次に控訴人は自ら被控訴人に対し右質権設定を通知し、同時に権限ある被控訴人の使用人からその承諾をえたと主張するを以て案ずるに、質権設定の通知は質権設定者から第三債務者に対しなさなければその対抗要件を満しえないことは原判決理由説明のとおりである。而して成立に争のない甲第五号証、前示控訴人本人の供述(一部)によれば、控訴人が昭和二十九年七月中被控訴組合本店において高田馬場支店業務の処理担当者青木敏に対し前示質権設定の承認を求めたことを認めうるけれども、その際青木敏において右質権設定を承認し、その設定の有効であることを確認したことは、これに符合する右控訴人本人の供述は、前示被控訴組合代表者伴道義の供述と対比し措信し難く、他にこの事実を認めるに足る証拠はない。却て右伴道義の供述によれば、右承認を拒絶したことが認められる。従て青木敏の右に関する権限につき判断を加えるまでもなく控訴人は右質権設定につき被控訴人の承認をうるに至らなかつたものと認めざるをえない。

以上の事実によれば、控訴人は右質権につき被控訴人に対抗しうる要件を欠きこれを主張するをえないことが明であるから、被控訴人に対する右質権にもとずく控訴人の請求は理由がない。

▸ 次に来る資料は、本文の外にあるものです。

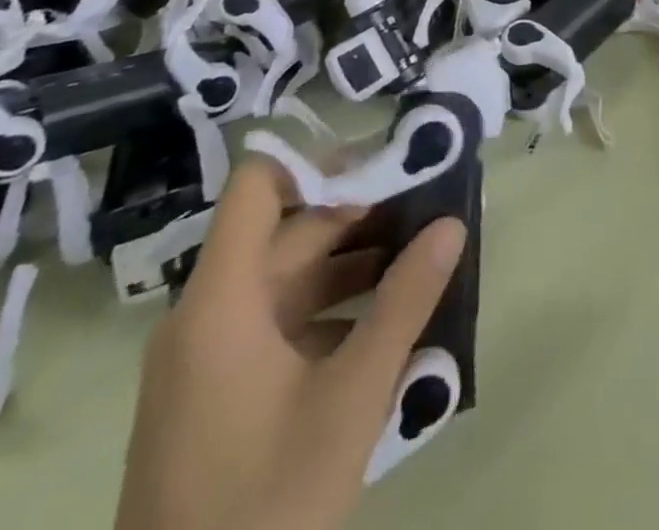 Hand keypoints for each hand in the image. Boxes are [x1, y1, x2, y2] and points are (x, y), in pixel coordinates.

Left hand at [115, 159, 466, 529]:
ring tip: (423, 256)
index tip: (386, 165)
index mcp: (220, 302)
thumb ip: (405, 301)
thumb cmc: (266, 504)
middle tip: (430, 206)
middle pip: (286, 232)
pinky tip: (387, 325)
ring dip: (353, 262)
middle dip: (361, 214)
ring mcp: (207, 359)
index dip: (319, 162)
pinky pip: (279, 324)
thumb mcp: (351, 397)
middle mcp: (205, 316)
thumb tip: (452, 224)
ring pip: (287, 279)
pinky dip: (332, 309)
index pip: (258, 186)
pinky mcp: (216, 395) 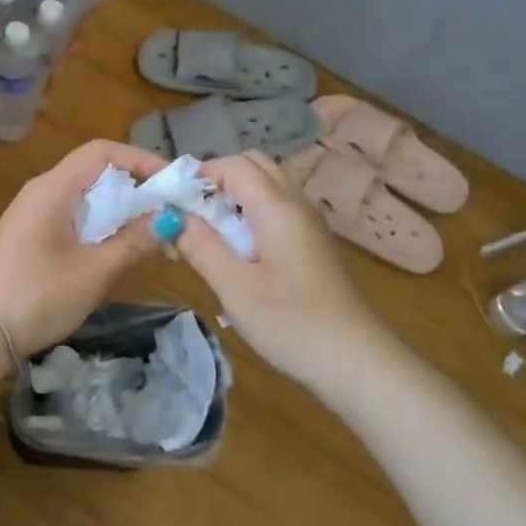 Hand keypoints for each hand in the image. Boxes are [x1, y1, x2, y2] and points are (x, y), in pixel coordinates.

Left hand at [0, 140, 166, 356]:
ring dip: (120, 208)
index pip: (102, 152)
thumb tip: (169, 220)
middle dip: (135, 186)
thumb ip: (135, 242)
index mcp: (52, 189)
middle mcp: (41, 192)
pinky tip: (119, 246)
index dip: (140, 160)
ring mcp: (33, 214)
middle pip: (95, 171)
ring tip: (153, 230)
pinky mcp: (31, 236)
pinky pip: (73, 216)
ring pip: (85, 196)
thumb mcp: (94, 272)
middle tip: (169, 210)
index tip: (172, 184)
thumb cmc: (38, 296)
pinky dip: (101, 223)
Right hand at [172, 151, 386, 385]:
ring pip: (264, 188)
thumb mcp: (234, 287)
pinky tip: (235, 255)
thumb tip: (169, 216)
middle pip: (252, 166)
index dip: (198, 176)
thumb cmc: (291, 323)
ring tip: (206, 238)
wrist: (355, 362)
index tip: (171, 206)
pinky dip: (248, 217)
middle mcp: (296, 204)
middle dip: (215, 182)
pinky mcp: (310, 244)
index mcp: (277, 207)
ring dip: (231, 201)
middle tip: (189, 218)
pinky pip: (274, 211)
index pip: (233, 164)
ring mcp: (307, 224)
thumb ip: (199, 245) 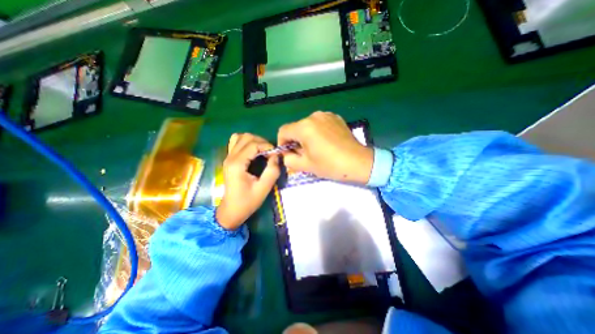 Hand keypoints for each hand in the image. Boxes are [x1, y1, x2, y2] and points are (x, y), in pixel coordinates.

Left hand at [217, 133, 281, 229]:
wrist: (231, 211)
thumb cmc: (247, 202)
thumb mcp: (263, 188)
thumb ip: (272, 171)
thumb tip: (277, 156)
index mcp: (237, 164)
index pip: (253, 144)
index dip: (267, 146)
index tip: (276, 154)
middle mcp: (230, 157)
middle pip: (246, 137)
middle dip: (261, 142)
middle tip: (270, 153)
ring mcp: (228, 157)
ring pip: (240, 137)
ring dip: (254, 140)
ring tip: (262, 150)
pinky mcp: (229, 160)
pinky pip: (235, 143)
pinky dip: (246, 143)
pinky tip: (253, 151)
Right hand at [278, 112, 370, 185]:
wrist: (358, 162)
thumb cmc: (330, 165)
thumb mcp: (306, 165)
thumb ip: (289, 159)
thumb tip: (286, 154)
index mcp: (304, 127)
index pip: (283, 131)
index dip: (282, 143)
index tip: (288, 153)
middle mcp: (314, 116)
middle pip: (296, 127)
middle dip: (295, 140)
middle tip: (303, 154)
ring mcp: (326, 115)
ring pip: (307, 125)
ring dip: (306, 136)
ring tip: (316, 148)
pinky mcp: (335, 117)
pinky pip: (319, 123)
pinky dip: (317, 132)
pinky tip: (326, 142) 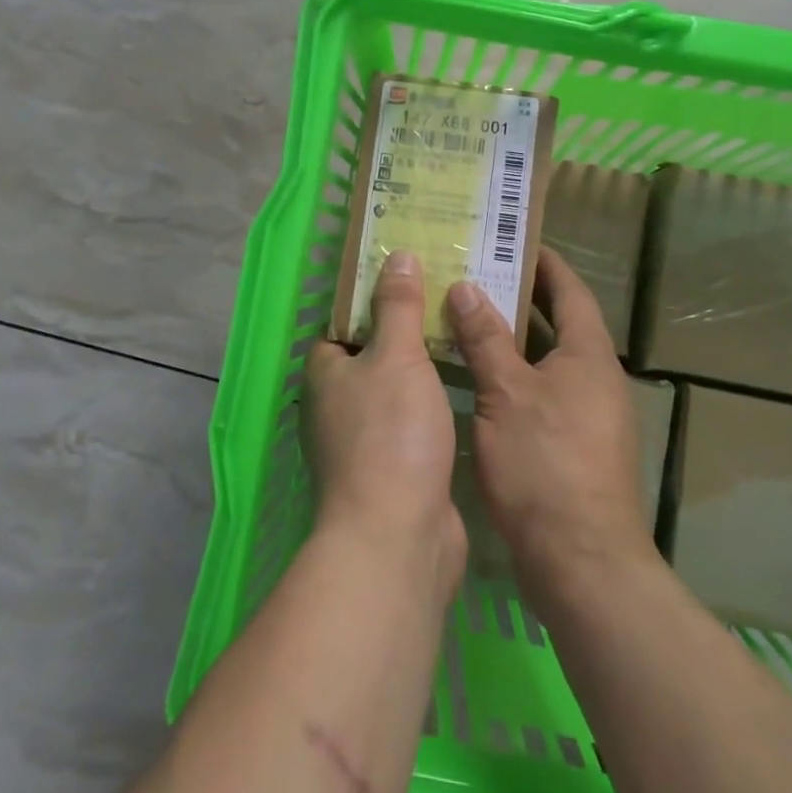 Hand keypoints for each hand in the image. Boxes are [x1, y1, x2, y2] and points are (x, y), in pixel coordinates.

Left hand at [304, 251, 465, 597]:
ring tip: (464, 337)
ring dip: (423, 371)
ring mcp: (363, 443)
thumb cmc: (391, 433)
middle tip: (448, 303)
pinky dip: (433, 407)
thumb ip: (397, 306)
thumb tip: (395, 255)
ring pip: (395, 391)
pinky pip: (413, 424)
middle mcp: (336, 407)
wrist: (399, 537)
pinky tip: (466, 390)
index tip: (412, 279)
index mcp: (325, 374)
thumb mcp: (396, 355)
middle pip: (372, 356)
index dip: (373, 301)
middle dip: (405, 333)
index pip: (342, 325)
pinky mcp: (393, 473)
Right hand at [446, 249, 651, 598]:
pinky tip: (473, 378)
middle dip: (520, 298)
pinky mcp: (570, 446)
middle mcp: (594, 379)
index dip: (544, 263)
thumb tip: (465, 287)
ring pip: (544, 361)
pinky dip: (510, 375)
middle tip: (474, 273)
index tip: (513, 241)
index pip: (570, 291)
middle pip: (558, 324)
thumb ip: (486, 338)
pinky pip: (539, 392)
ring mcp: (585, 415)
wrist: (582, 562)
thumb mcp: (506, 393)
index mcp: (588, 356)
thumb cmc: (545, 464)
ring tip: (464, 316)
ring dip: (511, 339)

よつて控訴人の損害賠償の請求につき案ずるに、酒井勝美が被控訴組合支店長名義を以て質権設定承認書を発行したこと、青木敏が右支店業務処理担当者であつたことは前示認定のとおりであつて、酒井勝美が昭和二十九年六月頃被控訴組合の理事であつたことは成立に争のない甲第十一号証により明である。しかるに青木敏が控訴人の前示質権設定承認の申出を拒絶したことは上記認定のとおりであるが、仮に控訴人が右質権設定承認書により梶井一雄の前示定期貯金債権につき有効に質権が設定せられたものと信じ、その結果安藤元雄に石炭を売却したとしても、右売買代金につきその回収が不能となり、控訴人においてその請求金額に相当する損害を被つたことについては控訴人提出、援用の証拠によつてはこれを認めえないし、他にこれを認めしめるに足る証拠はない。従つて、右損害を被つたことを前提とする、控訴人の賠償請求もまた理由がない。しからば控訴人の本訴請求は失当として排斥を免れないからこれと同趣旨の原判決は相当であつて本件控訴は理由がない。

よつて民事訴訟法第三百八十四条、第八十九条、第九十五条を適用し主文のとおり判決をする。